This month I had the opportunity to speak with a reporter from Exame, a leading Brazilian magazine and online hub covering financial markets, technology and marketing for Brazil’s top business executives. Exame journalist Mauricio Oliveira and I had a conversation around ROI and best practices for CMOs and marketing executives.
The interview was originally published in Exame in Portuguese–check out the English version below.
Mauricio: What are the main steps for a CMO or other marketing executive who wants to measure marketing ROI?
DR: The first step is to actually understand what ROI is. When we asked US marketing executives to define marketing ROI, 37% of them made no mention of financial return on their marketing spending. If your team does not know what ROI is, they won’t be able to measure it.
The second step is to define clear objectives for all of your marketing campaigns or activities – are you trying to drive adoption of a new product? Increase brand awareness in a new market segment? Generate leads in your sales funnel?

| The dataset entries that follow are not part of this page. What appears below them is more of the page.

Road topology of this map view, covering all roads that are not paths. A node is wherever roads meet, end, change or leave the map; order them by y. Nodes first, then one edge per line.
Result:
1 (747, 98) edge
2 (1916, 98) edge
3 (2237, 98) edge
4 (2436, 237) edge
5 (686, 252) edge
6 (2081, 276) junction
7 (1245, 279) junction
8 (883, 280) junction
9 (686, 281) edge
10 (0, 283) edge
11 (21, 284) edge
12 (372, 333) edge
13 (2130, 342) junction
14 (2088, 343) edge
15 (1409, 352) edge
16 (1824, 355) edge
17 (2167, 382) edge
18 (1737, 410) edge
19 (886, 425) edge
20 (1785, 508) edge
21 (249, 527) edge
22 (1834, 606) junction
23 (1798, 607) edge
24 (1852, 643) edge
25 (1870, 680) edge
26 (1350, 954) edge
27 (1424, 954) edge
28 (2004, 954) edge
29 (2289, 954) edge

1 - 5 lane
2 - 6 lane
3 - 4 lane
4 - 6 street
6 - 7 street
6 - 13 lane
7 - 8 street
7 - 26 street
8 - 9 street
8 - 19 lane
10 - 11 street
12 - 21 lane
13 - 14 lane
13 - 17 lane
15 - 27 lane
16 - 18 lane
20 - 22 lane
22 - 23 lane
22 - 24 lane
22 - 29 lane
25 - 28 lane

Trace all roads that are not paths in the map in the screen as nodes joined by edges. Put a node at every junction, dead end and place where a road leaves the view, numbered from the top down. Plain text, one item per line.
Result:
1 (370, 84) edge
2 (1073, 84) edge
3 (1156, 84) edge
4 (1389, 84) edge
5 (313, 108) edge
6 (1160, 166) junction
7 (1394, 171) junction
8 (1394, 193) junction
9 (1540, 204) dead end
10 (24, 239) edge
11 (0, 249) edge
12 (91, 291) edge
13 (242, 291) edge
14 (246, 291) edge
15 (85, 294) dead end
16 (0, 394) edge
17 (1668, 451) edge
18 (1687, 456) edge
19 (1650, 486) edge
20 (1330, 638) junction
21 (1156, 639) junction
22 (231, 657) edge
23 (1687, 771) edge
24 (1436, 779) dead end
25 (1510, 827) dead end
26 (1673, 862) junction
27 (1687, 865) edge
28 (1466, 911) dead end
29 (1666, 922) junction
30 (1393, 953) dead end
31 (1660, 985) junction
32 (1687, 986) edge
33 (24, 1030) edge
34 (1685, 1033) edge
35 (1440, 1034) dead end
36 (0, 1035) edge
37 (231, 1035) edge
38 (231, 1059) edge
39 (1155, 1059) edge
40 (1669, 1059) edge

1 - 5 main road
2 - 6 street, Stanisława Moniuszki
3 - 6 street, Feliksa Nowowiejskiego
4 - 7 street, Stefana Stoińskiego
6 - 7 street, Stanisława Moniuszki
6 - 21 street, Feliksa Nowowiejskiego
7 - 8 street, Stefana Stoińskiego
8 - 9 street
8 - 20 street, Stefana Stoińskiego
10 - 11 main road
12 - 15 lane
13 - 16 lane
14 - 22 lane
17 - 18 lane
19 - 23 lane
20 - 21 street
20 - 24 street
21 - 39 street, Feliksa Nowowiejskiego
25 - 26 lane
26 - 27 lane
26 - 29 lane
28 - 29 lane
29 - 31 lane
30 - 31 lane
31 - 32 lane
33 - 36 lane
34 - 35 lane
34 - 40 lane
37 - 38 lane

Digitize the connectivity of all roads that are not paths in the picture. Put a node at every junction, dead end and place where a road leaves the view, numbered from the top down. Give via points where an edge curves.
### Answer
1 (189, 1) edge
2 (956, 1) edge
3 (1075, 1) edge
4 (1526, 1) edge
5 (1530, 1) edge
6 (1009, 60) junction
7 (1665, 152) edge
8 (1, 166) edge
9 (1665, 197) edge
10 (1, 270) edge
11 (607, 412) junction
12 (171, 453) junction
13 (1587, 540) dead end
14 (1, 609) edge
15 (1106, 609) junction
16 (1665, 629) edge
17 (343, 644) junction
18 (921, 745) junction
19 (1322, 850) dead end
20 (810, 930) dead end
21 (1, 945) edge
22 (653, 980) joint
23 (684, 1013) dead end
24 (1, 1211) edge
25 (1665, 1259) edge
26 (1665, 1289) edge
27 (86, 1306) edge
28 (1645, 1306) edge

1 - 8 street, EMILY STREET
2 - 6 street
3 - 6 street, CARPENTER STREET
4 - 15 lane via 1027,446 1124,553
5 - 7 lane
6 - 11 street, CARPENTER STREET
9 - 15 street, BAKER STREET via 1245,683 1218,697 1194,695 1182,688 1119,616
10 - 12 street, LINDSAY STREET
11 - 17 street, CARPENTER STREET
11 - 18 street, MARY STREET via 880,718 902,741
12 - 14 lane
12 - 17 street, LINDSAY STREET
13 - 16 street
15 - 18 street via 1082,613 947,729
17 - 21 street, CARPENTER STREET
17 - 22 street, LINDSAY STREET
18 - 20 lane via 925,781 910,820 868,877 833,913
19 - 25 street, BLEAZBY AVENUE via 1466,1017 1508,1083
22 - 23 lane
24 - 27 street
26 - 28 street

Marketing can add financially to the firm a number of ways: acquiring new customers, retaining existing customers, growing your profit per customer, or reducing your operating costs. But how each marketing campaign delivers ROI will depend on its particular objectives.
Once you know your objectives, you need to try to find metrics that will gauge your success. Not everything marketers do can be measured at the same level of precision. But you need to be sure you are using some kind of metrics on most or nearly all of your marketing.
With those metrics in place, you need to try estimate the ROI for each activity: how much money did you spend on the campaign, and how much do you believe it returned to the firm, whether in customer acquisition, retention, new sales, etc.?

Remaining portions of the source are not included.